(Extracted information)

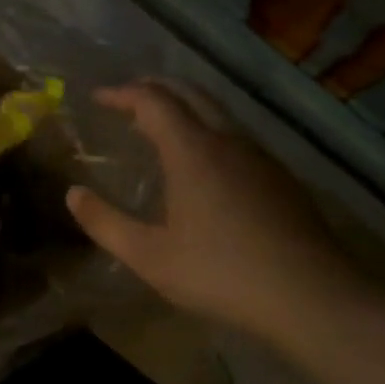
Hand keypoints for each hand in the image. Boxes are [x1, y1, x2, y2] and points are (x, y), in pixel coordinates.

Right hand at [65, 81, 383, 350]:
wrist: (311, 295)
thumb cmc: (220, 273)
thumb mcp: (149, 256)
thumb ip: (105, 223)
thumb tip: (73, 194)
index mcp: (192, 151)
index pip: (153, 100)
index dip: (122, 93)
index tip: (98, 98)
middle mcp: (227, 141)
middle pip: (189, 94)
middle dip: (154, 88)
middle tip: (126, 98)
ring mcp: (260, 157)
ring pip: (217, 113)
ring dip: (183, 108)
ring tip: (158, 127)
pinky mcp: (280, 177)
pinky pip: (235, 136)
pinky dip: (207, 130)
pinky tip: (203, 164)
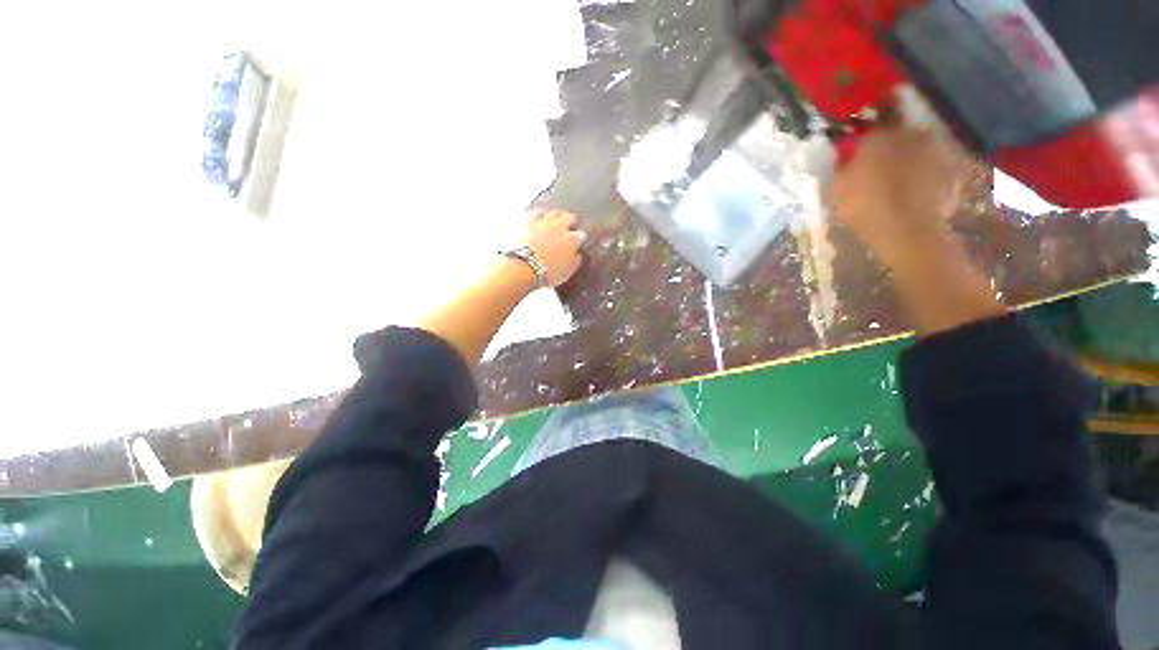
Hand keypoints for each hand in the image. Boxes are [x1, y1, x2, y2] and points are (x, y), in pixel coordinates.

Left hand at [523, 209, 586, 287]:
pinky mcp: (528, 218)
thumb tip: (578, 255)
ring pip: (554, 212)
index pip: (581, 235)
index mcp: (572, 241)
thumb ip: (574, 262)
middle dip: (570, 221)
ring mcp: (544, 221)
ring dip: (556, 215)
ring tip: (554, 220)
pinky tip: (538, 216)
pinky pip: (537, 211)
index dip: (579, 239)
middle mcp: (560, 227)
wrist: (522, 267)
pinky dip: (539, 213)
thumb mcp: (566, 273)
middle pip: (569, 217)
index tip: (577, 242)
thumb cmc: (545, 274)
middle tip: (568, 226)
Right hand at [833, 126, 965, 266]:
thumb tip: (845, 154)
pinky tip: (918, 193)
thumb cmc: (865, 207)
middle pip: (899, 136)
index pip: (870, 127)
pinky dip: (927, 176)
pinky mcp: (952, 170)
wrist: (907, 230)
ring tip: (902, 181)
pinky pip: (935, 168)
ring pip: (919, 150)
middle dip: (892, 147)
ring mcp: (936, 151)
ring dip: (911, 160)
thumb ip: (843, 166)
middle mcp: (910, 135)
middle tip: (882, 165)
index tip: (860, 150)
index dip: (865, 139)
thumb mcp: (839, 188)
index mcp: (879, 138)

(End Extracted information)

- Your objective: Pictures omitted, give the entries again exactly.

- Output for this exercise:
Hand keypoints for each hand in the image. Boxes are [x1, y1, x2, y2] and points are (x, y), in pixel coordinates.

Right hand at [65, 81, 383, 350]:
wrist: (311, 295)
thumb cmc: (220, 273)
thumb mcp: (149, 256)
thumb ip: (105, 223)
thumb tip: (73, 194)
index mcp: (192, 151)
index pip: (153, 100)
index dip: (122, 93)
index tip: (98, 98)
middle mcp: (227, 141)
middle pip: (189, 94)
middle dip: (154, 88)
middle tip: (126, 98)
ring mcp: (260, 157)
ring pip: (217, 113)
ring dip: (183, 108)
ring tip: (158, 127)
pinky mcp: (280, 177)
pinky pip: (235, 136)
pinky dip: (207, 130)
pinky tip: (203, 164)
Hand keypoints for each hand in the image. Boxes are [x1, y1, x2, y2] and points are (x, y), in pixel coordinates.

Left hand at [523, 209, 586, 287]:
pinky mcp: (528, 218)
thumb tip: (578, 255)
ring pip: (554, 212)
index pip: (581, 235)
index mcp: (572, 241)
thumb ip: (574, 262)
middle dip: (570, 221)
ring mcp: (544, 221)
ring dip: (556, 215)
ring tip: (554, 220)
pinky tip: (538, 216)
pinky pip: (537, 211)
index dip: (579, 239)
middle mcp: (560, 227)
wrist: (522, 267)
pinky dip: (539, 213)
thumb mcp: (566, 273)
middle pip: (569, 217)
index tip: (577, 242)
thumb cmc: (545, 274)
middle tip: (568, 226)
Right hand at [833, 126, 965, 266]:
thumb tip: (845, 154)
pinky tip: (918, 193)
thumb cmc: (865, 207)
middle pip: (899, 136)
index pip: (870, 127)
pinky dip: (927, 176)
pinky mcp: (952, 170)
wrist: (907, 230)
ring tip: (902, 181)
pinky pip: (935, 168)
ring pip: (919, 150)
middle dip: (892, 147)
ring mcp: (936, 151)
ring dip: (911, 160)
thumb ip: (843, 166)
middle mcp: (910, 135)
middle tip: (882, 165)
index tip: (860, 150)
index dip: (865, 139)
thumb mcp: (839, 188)
index mcp: (879, 138)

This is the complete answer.